11/27/2014 8:23:37 PM
Day of Living History
Monday, May 05, 2014
By Kristen Bossio '16
As the semester drew to a close, students gathered in the front of Siena Hall to watch Revolutionary War marches, hear cannon fire and play various 18th and 19th century games, including cricket. It was Siena College’s sixth annual Day of Living History and re-enactors helped students experience life during several historical time periods, including the Revolutionary and Civil War eras.
Sponsored by the History Club and the McCormick Center for the Study of the American Revolution, the annual event is meant to expose the Siena community to history in a way that most students have never seen before.
“As a history major, I am surrounded by the subject all the time,” said event organizer Francis Butler ’15. “When we have the Day of Living History, however, people from the community and from Siena who do not live and breathe the subject as much come out and have tons of fun learning about the past and interacting with the re-enactors.”
One of the most popular activities of the day was cricket. Students learned the rules of the classic 19th century game and then played competitive matches against each other, with some help from the instructor, of course.
Some of the other activities were traditional rope making, 18th century candle dipping and learning how to write with a quill pen and ink bottle. Students could also try on traditional clothes and see medicine from the Civil and Revolutionary War eras.
“I’m a history education major, so it was really cool for me to see history being taught in such a unique and engaging way,” said Delia Ernst ’17. “I learned how to play cricket which was a ton of fun and not something I would otherwise have been able to try.”
The Day of Living History was open to people outside of the Siena community as well. The Urban Scholars Program participated this year and the faces of the kids lit up when they saw the firing demonstration and participated in activities.

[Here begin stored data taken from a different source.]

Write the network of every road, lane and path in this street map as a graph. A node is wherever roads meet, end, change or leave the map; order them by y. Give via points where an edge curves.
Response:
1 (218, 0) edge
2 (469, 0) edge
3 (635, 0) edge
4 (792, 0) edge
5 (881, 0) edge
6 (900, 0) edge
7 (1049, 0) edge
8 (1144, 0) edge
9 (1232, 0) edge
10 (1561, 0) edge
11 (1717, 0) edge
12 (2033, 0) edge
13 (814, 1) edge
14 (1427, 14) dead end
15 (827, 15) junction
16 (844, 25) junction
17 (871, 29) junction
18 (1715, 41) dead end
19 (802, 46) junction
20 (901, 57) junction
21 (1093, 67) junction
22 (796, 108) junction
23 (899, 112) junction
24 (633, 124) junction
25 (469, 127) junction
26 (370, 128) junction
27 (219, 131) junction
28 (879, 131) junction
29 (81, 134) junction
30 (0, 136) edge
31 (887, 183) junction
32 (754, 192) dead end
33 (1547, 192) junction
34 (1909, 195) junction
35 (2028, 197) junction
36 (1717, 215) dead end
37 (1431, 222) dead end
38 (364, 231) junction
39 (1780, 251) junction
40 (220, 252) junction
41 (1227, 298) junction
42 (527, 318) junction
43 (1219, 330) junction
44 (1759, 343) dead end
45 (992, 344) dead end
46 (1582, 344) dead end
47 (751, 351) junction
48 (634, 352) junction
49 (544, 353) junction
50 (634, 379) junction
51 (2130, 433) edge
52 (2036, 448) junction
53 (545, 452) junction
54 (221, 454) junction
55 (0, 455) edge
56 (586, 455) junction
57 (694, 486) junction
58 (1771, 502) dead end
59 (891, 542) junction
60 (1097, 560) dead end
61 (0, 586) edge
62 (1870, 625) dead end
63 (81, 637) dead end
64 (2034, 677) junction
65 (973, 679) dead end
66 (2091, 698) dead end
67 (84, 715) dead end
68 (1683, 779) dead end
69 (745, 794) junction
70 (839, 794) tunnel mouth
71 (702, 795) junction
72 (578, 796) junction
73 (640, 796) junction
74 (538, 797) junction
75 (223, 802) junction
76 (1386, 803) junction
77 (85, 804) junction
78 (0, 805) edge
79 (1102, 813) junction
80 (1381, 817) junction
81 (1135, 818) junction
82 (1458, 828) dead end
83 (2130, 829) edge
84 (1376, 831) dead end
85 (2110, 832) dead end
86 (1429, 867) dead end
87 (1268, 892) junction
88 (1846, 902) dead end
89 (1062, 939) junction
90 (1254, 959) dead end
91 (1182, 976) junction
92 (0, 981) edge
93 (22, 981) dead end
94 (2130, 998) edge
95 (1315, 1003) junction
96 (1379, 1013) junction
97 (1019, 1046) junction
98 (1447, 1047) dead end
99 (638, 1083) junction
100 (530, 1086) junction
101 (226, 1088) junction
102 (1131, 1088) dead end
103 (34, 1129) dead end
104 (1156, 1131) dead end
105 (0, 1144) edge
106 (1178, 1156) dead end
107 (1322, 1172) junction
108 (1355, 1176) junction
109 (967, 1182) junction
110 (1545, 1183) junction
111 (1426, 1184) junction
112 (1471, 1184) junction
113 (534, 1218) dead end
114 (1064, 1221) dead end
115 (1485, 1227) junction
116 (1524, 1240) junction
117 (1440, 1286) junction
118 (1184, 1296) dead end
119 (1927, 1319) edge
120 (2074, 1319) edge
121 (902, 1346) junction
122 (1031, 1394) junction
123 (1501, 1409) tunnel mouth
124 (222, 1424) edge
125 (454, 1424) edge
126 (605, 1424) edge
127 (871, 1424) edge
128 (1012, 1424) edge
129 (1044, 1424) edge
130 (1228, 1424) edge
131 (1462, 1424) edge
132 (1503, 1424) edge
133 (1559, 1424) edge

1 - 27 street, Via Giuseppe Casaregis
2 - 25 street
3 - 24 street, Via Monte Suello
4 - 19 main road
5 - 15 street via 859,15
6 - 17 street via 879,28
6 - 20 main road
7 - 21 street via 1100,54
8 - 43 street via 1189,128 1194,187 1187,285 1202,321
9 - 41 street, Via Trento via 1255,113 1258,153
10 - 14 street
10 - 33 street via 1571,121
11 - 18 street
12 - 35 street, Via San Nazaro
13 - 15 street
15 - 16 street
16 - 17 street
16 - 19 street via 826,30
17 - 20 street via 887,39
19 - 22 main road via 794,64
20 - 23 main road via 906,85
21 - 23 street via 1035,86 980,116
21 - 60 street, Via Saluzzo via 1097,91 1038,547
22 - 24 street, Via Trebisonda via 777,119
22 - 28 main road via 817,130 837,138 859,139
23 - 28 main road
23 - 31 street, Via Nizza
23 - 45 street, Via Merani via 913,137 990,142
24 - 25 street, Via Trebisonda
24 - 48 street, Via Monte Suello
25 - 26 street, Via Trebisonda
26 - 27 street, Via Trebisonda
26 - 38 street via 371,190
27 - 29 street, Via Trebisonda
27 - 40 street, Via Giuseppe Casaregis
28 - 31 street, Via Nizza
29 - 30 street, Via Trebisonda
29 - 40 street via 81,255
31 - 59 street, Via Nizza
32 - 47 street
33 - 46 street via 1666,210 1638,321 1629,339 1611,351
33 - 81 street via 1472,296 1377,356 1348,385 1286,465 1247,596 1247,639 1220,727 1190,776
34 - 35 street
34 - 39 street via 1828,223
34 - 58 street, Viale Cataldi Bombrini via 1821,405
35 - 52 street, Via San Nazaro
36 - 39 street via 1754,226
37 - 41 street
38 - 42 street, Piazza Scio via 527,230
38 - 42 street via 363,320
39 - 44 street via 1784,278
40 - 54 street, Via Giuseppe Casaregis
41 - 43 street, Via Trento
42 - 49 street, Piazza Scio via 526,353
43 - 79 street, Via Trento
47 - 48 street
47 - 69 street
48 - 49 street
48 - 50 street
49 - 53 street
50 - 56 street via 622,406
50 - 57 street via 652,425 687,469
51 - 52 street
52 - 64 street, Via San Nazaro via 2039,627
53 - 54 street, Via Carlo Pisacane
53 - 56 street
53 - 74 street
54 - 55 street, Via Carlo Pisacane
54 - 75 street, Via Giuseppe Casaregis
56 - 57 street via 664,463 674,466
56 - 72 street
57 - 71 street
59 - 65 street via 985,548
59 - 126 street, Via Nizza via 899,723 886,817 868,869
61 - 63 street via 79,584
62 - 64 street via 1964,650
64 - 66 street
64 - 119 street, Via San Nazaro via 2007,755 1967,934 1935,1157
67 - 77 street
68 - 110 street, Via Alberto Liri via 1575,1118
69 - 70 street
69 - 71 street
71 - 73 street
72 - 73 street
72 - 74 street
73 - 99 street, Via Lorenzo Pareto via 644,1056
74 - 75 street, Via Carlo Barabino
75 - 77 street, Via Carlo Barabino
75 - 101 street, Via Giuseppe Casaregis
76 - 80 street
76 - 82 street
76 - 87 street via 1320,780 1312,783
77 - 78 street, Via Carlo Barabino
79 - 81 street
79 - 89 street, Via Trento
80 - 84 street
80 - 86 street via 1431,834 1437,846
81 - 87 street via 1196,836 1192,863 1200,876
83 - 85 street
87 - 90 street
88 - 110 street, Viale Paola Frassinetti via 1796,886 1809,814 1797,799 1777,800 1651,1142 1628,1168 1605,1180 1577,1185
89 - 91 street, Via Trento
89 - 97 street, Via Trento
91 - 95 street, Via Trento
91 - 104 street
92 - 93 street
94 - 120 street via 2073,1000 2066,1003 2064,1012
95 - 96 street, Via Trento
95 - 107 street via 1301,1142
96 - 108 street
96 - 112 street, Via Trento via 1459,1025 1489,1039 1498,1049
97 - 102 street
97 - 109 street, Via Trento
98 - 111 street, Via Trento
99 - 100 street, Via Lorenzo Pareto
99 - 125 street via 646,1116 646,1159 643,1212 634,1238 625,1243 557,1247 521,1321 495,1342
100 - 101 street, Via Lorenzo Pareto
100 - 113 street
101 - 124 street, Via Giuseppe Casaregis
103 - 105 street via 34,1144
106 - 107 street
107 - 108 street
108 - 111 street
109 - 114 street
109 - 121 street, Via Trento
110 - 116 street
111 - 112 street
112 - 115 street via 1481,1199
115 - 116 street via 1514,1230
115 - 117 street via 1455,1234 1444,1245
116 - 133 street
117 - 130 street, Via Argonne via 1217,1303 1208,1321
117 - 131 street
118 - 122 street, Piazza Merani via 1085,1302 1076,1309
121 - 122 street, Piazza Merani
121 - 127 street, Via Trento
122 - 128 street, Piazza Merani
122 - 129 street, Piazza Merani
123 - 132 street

“Saving history and promoting it does not mean that you have to major in it or have a Ph.D.,” said Butler. “Rather, it is our civic responsibility to preserve our heritage and understand who we were by knowing where we have been as a society. If a student can feel the spark of lifelong learning by attending this event, then that justifies all the work we put into the Day of Living History each year.”
Along with the displays, demonstrations and games, Siena College students delivered presentations.